Es ist kaum zu fassen: Wenn man das Ehepaar May/Schadewald während des Interviews nebeneinander auf dem Sofa sitzen sieht, mag man nicht glauben, dass die beiden ihrer – wirklich überzeugenden – Aussagen nach großen Spaß haben, eine langsam, aber sicher eskalierende Ehekrise auf die Bühne zu zaubern. So liebevoll und zuvorkommend gehen sie miteinander um, so aufmerksam und unauffällig umsorgend, dass Gedanken an jeden Krach ganz weit weg erscheinen.

Doch was Regisseur Bernd Schadewald für seine Frau Michaela May und deren Bühnenpartner Krystian Martinek auf die Bretter der Komödie im Bayerischen Hof stellt, hat nur wenig mit Liebe und Herzenswärme zu tun: Im Zweipersonenstück „Der Sittich“ von Audrey Schebat demontiert ein namenloses Paar sich und die Beziehung kurzerhand selbst. Während es auf Gäste wartet, steht plötzlich ihre über 30-jährige, in Routine und Zynismen abgeglittene Ehe auf dem Prüfstand. „Innerhalb eines Abends verändert sich das gesamte Verhältnis dieser zwei Menschen zueinander“, sagt May.

Es ist eine in die Jahre gekommene, entliebte Verbindung. Und durch einen nichtigen Anlass gerät alles ins Trudeln. „Das Stück beginnt mit einem ungeheuer klugen Wortwitz, der sich mehr und mehr steigert“, erklärt Schadewald. „Durch die allmähliche Verschiebung der Machtverhältnisse endet es, wie man es für eine Komödie nicht unbedingt vermuten würde.“ „Zumindest nicht für eine im Bayerischen Hof“, ergänzt May lächelnd.

Tatsächlich lässt Schebats in Frankreich 2017 uraufgeführter und seitdem extrem erfolgreich gespielter Text mal an Henrik Ibsens „Nora“, mal an Edward Albees „Wer hat Angst vor Virginia Woolf“ oder Yasmina Rezas „Der Gott des Gemetzels“ denken – und weniger an klassische Boulevardstücke, die man vom Haus am Münchner Promenadeplatz gemeinhin kennt.

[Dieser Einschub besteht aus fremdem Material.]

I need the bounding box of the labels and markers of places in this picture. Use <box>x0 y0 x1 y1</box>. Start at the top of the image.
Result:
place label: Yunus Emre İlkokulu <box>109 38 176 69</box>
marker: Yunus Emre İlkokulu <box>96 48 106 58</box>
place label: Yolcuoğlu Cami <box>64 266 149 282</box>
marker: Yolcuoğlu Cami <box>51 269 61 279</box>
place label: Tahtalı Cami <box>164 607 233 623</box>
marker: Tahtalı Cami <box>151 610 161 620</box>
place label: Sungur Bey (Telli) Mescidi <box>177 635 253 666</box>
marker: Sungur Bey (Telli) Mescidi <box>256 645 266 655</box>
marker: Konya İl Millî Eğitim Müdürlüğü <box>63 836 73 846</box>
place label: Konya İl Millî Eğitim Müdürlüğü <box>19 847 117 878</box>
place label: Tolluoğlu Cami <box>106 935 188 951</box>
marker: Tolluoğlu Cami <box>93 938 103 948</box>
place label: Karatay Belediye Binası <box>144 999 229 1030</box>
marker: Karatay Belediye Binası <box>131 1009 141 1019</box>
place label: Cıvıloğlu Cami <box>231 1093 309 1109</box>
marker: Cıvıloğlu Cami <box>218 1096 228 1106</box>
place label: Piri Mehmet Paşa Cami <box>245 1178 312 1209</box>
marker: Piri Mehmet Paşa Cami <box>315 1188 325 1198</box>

Doch auch im Boulevard hat sich in den vergangenen Jahren etwas geändert. Es gibt viel Neues, und Komik bedeutet längst nicht mehr Schenkelklopfer-Humor oder stetes Klapp-Klapp der Türen. Französische Autoren wie Matthieu Delaporte oder Alexandre de La Patellière haben es vorgemacht, auch deutschsprachige wie Lutz Hübner, Sarah Nemitz oder Daniel Glattauer verhelfen dem Genre zu frischer Blüte.

May und Schadewald haben bereits mehrere Stücke gemeinsam fürs Theater erarbeitet. Auch die Suche nach einem geeigneten Text erledigen sie am liebsten zusammen. Was manchmal viel Arbeit bedeuten kann, ehe sie fündig werden – und sich einigen. „Viele Komödien haben eine gute Exposition und halten sich bis zum zweiten Akt, fallen im dritten aber extrem ab. Und am Ende ist die Luft total raus“, fasst May zusammen. Nach dem Lesen von „Der Sittich“ waren beide aber schnell überzeugt und entschieden sich, den Text als deutsche Erstaufführung herauszubringen. „Das Stück ist sehr raffiniert gebaut und konversationsstark, sodass man bis zum Ende den Atem anhält und wie im Krimi unbedingt wissen will, wie es aufgelöst wird. Obwohl auf der Bühne gar nicht so viel passiert“, sagt die Schauspielerin.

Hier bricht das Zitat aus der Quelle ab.